The problem
The required output is the lines from the one with "Annotation task. Dump" through the end of the data, repeated verbatim, with no pictures included.

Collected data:
++++++++

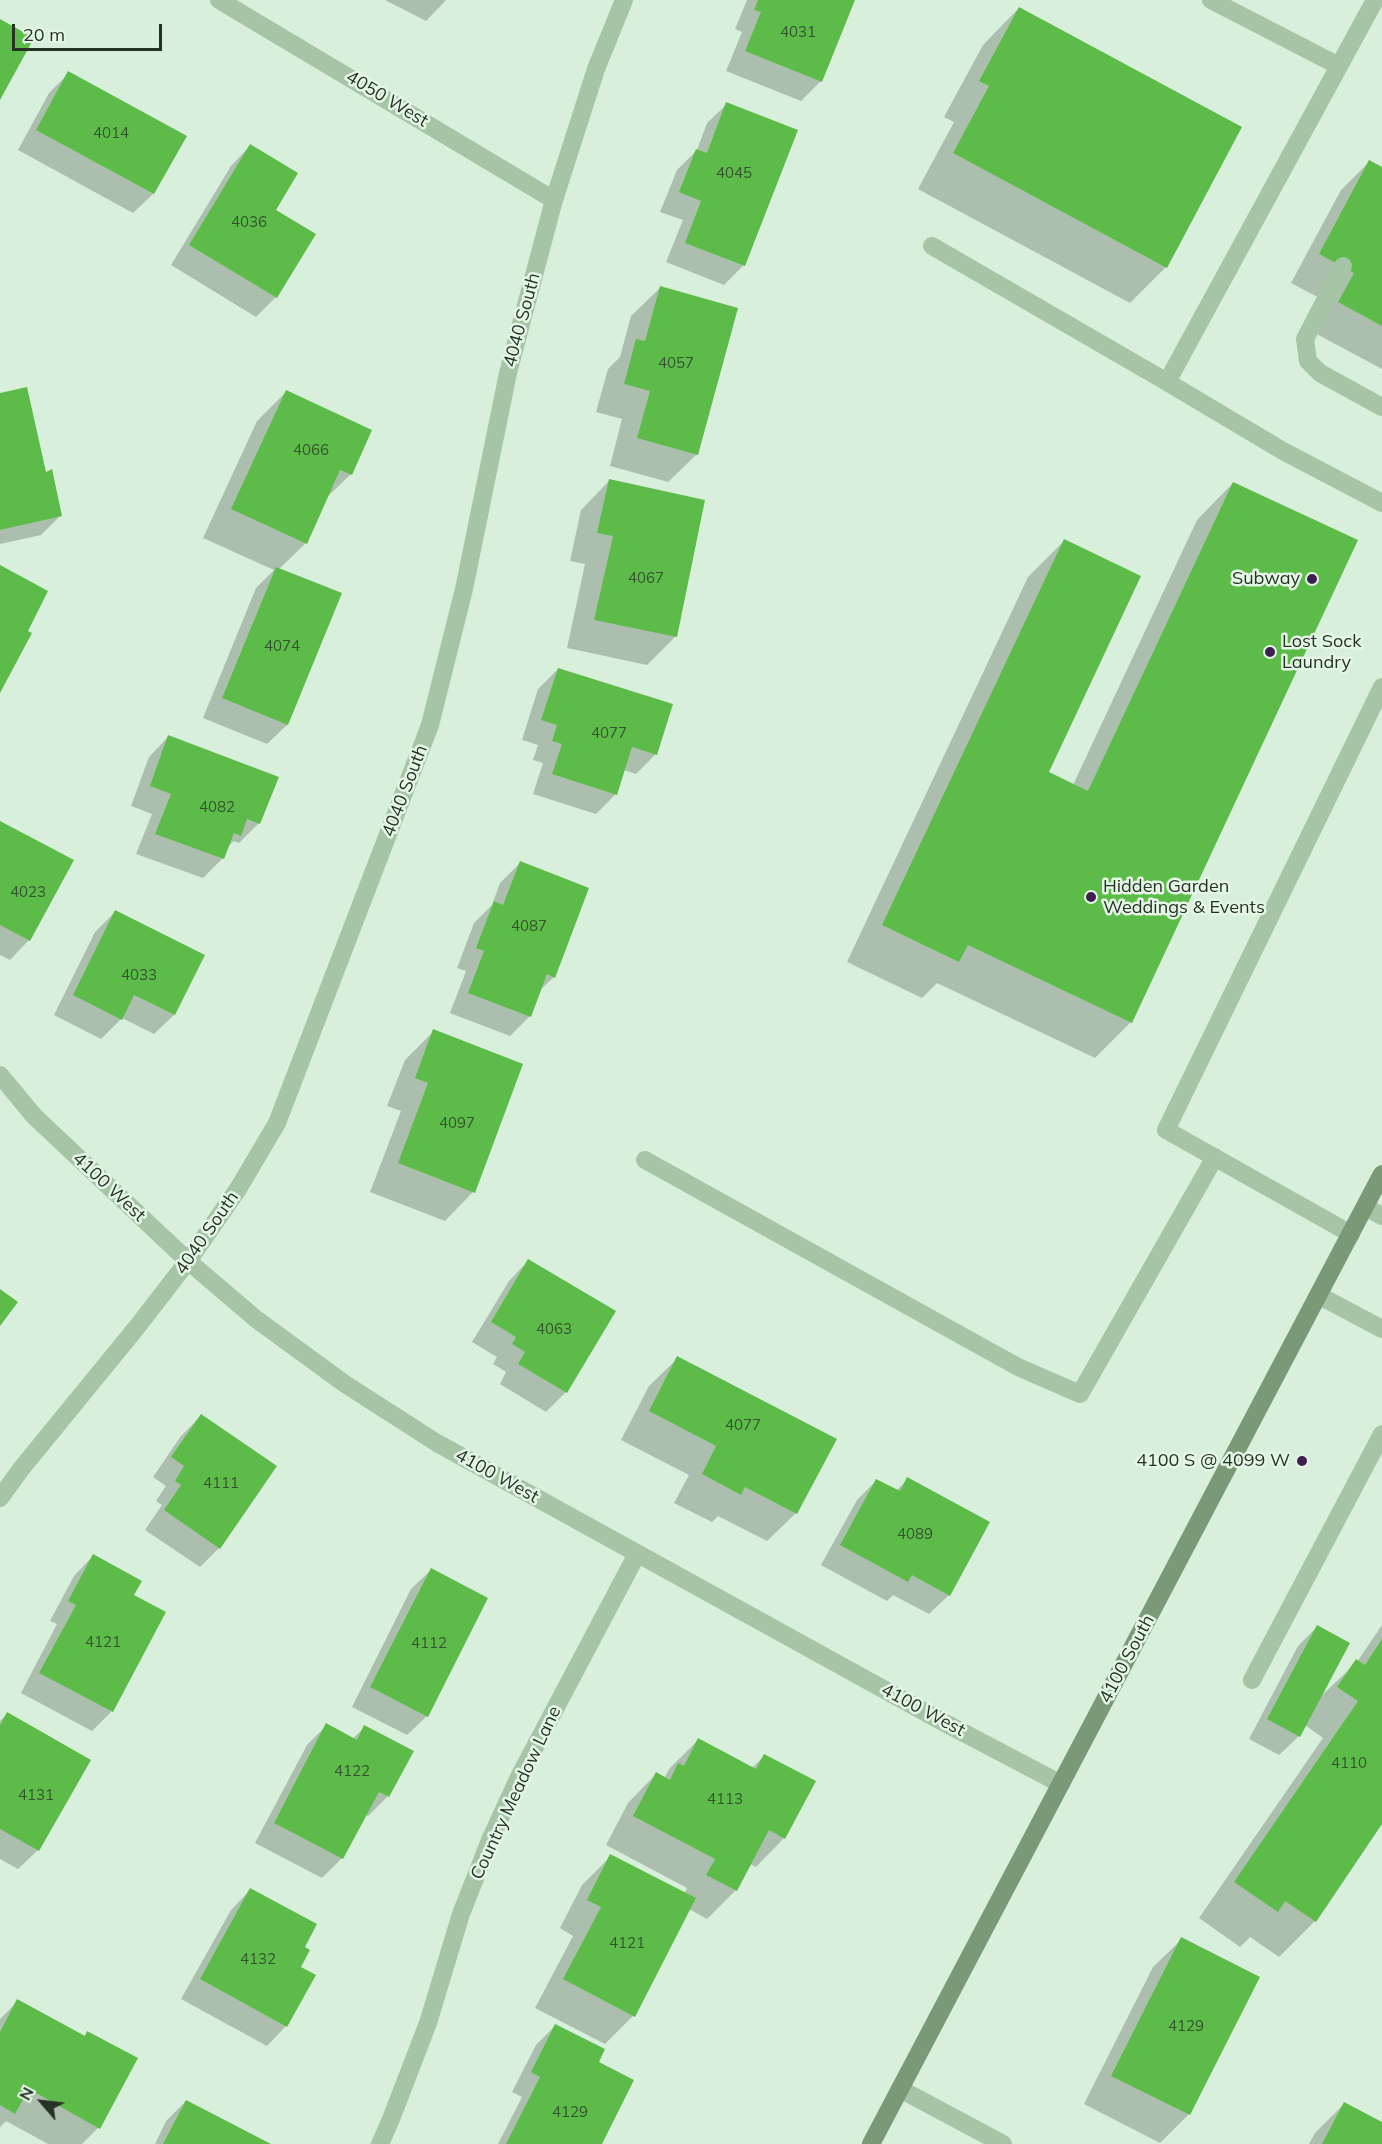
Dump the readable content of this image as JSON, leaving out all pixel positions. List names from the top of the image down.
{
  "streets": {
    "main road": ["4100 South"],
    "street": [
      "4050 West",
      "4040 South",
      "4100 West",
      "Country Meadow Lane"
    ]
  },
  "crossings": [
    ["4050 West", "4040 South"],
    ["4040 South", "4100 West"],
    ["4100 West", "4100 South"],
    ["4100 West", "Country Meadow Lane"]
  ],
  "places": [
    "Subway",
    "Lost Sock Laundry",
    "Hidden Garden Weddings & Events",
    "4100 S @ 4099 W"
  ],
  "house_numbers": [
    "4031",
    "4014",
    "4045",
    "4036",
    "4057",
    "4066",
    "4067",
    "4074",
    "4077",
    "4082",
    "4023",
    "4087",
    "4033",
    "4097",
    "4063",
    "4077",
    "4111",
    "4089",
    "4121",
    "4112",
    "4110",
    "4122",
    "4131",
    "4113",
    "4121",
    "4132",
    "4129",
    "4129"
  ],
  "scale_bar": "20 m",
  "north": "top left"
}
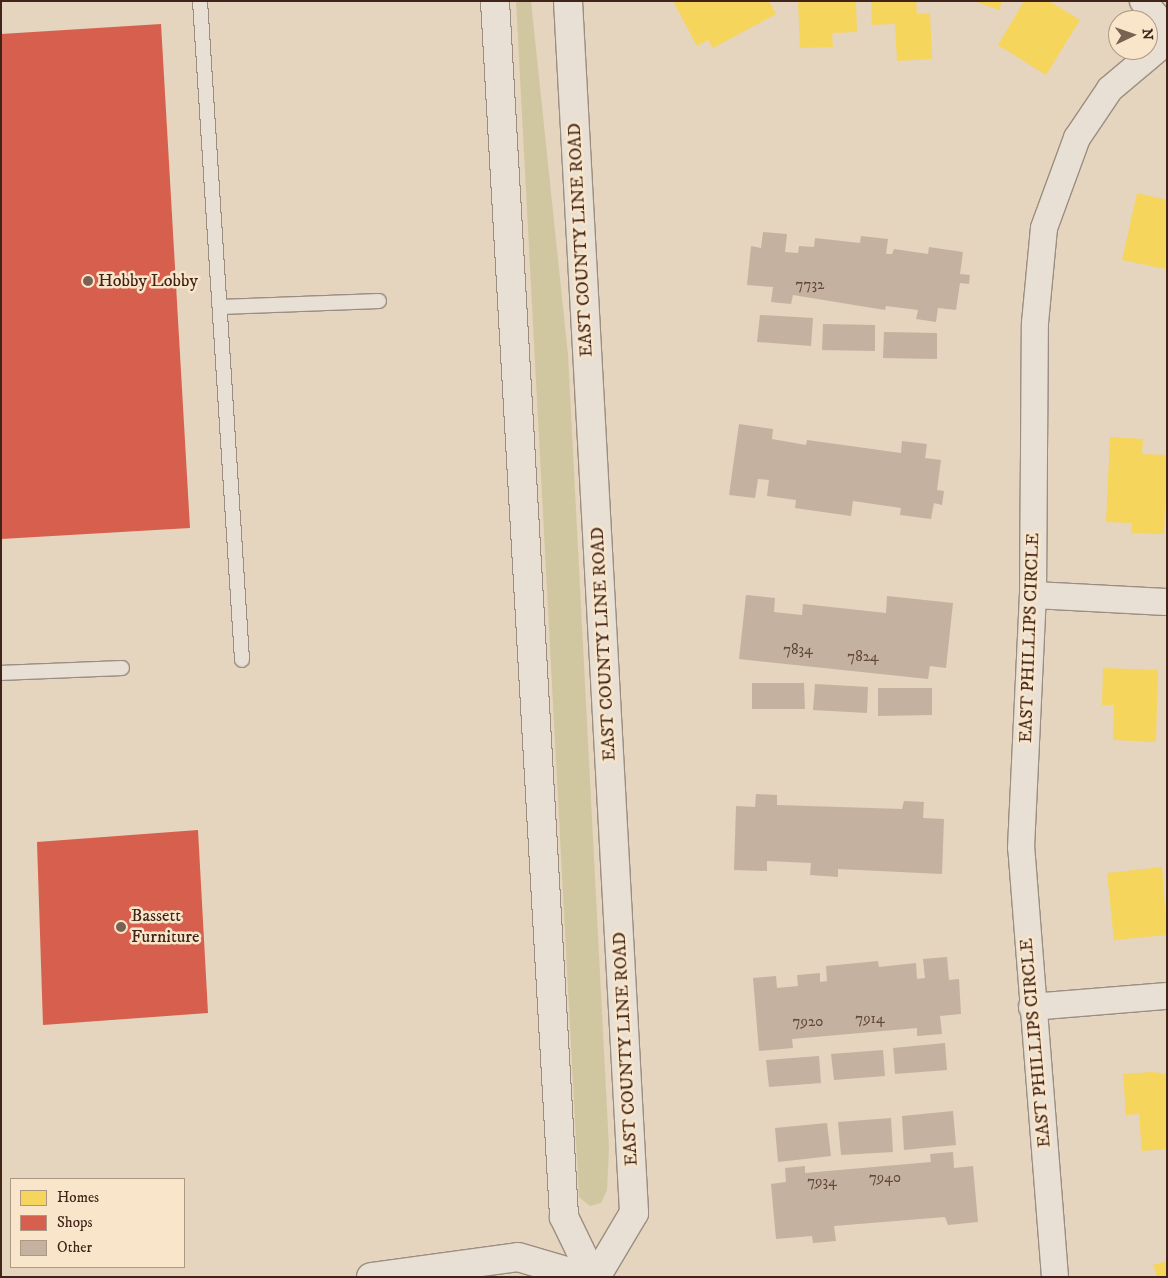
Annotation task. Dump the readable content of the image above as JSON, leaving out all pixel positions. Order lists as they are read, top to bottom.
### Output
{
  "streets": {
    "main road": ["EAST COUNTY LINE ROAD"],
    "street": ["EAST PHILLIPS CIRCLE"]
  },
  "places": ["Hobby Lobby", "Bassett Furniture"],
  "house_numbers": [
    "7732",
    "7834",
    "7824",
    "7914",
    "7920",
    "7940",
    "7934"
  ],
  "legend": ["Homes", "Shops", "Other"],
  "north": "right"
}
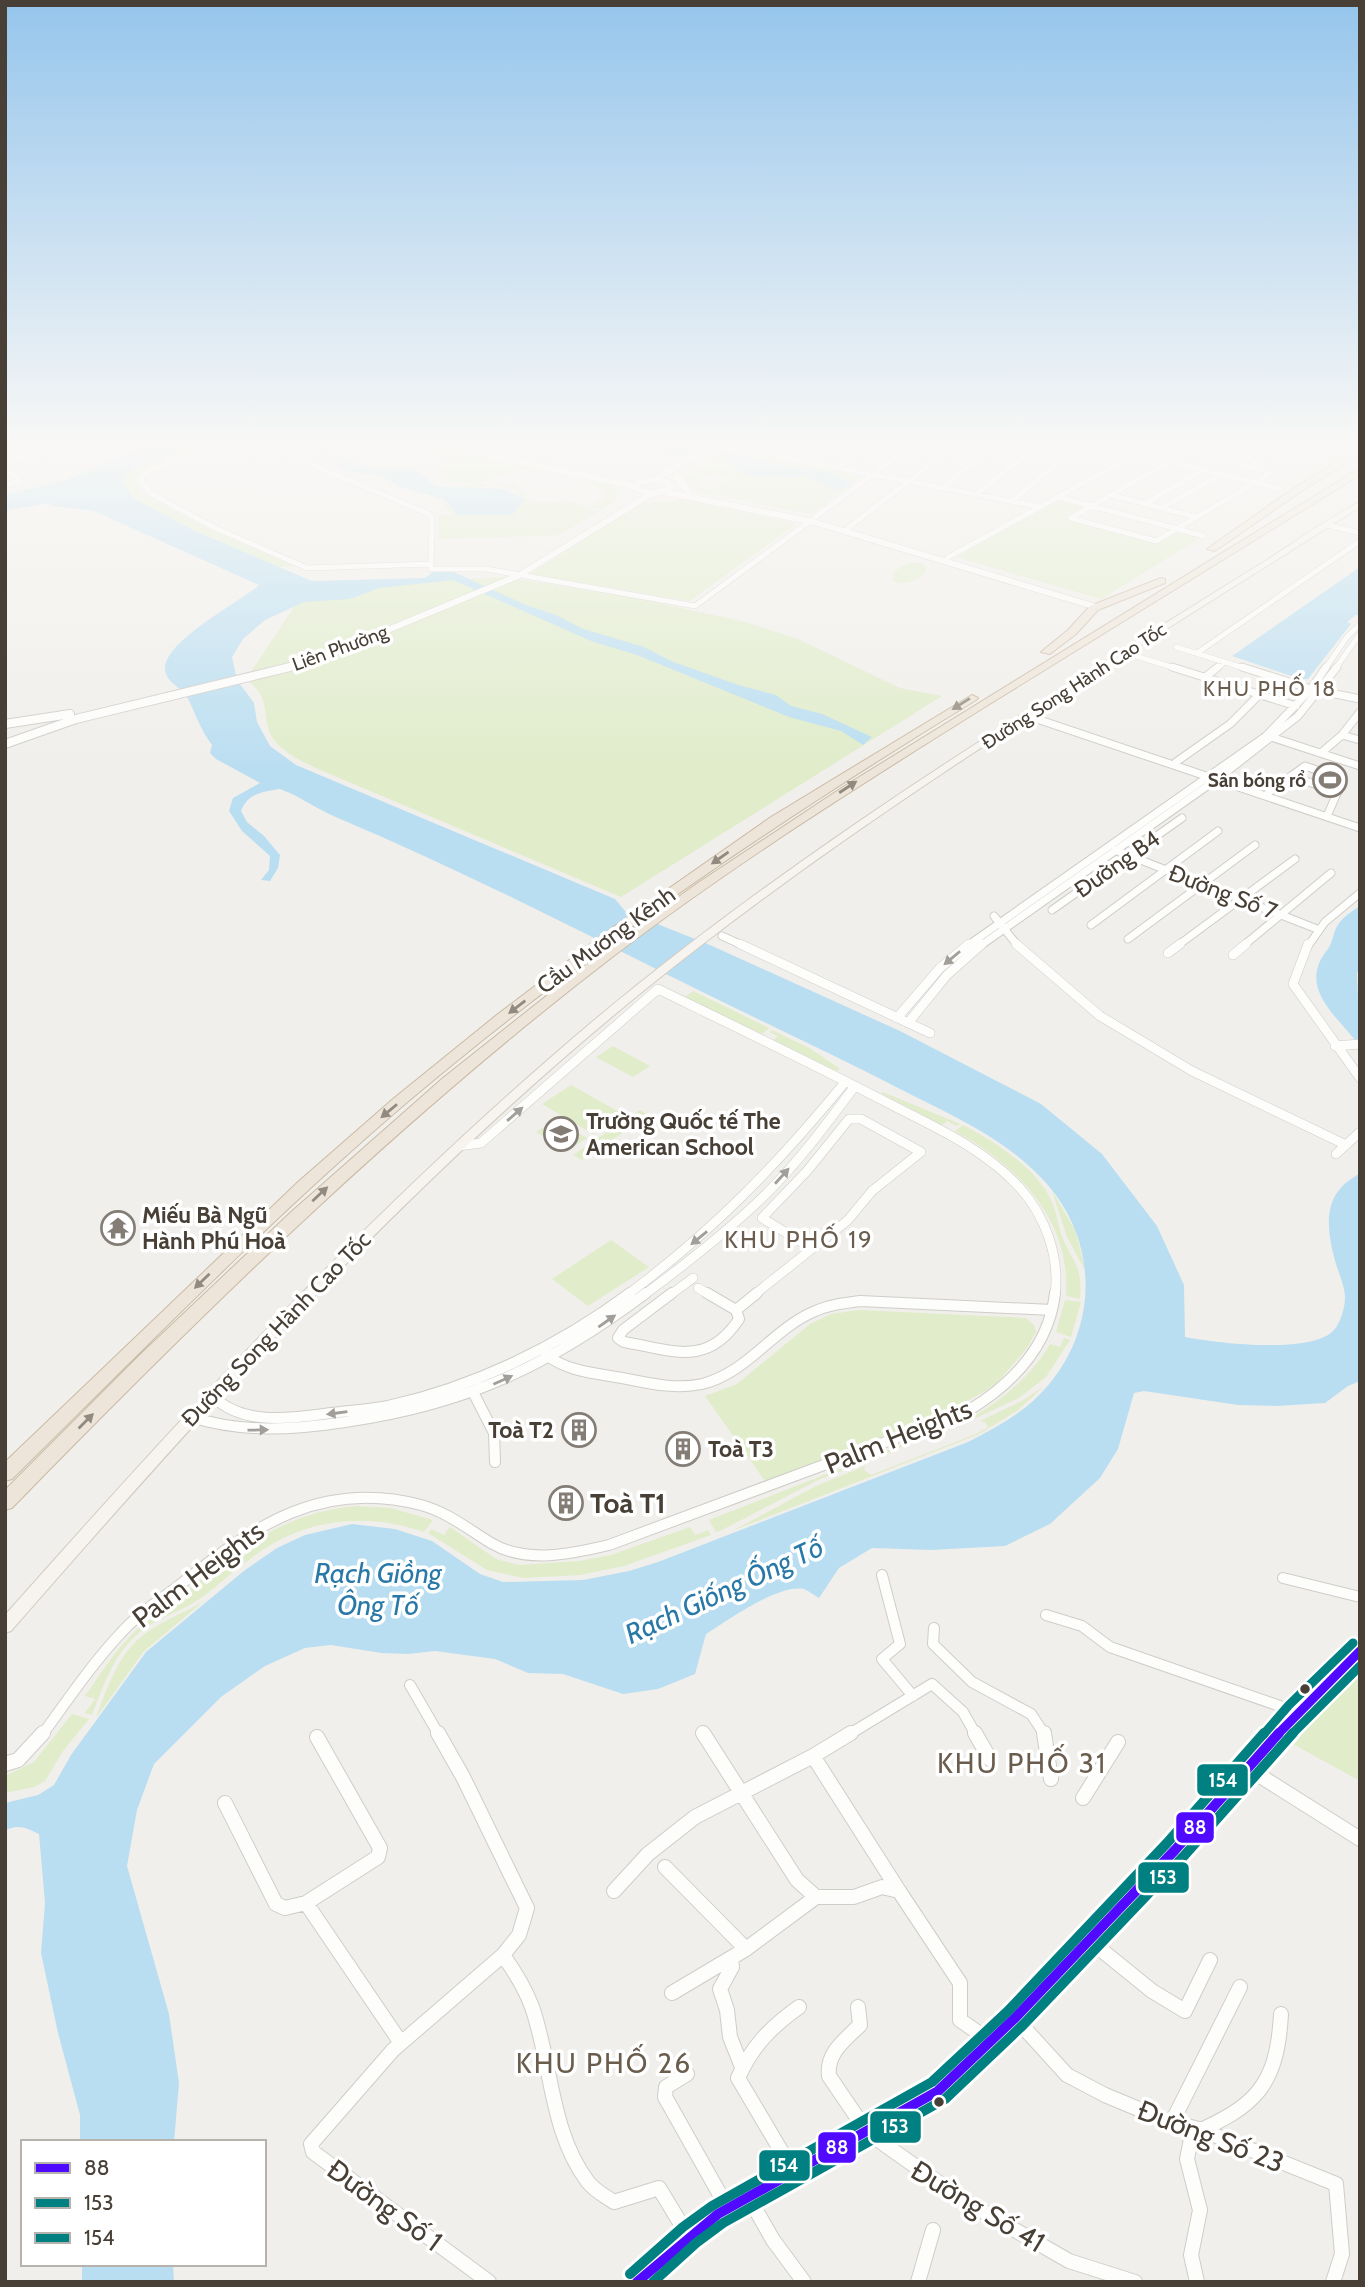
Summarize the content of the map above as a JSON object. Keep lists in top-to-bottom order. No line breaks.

++++++++

Exercise solution
Annotation task. Dump the readable content of the image above as JSON, leaving out all pixel positions. Order lists as they are read, top to bottom.
### Output
{
  "streets": {
    "main road": ["EAST COUNTY LINE ROAD"],
    "street": ["EAST PHILLIPS CIRCLE"]
  },
  "places": ["Hobby Lobby", "Bassett Furniture"],
  "house_numbers": [
    "7732",
    "7834",
    "7824",
    "7914",
    "7920",
    "7940",
    "7934"
  ],
  "legend": ["Homes", "Shops", "Other"],
  "north": "right"
}
Summarize the content of the map above as a JSON object. Keep lists in top-to-bottom order. No line breaks.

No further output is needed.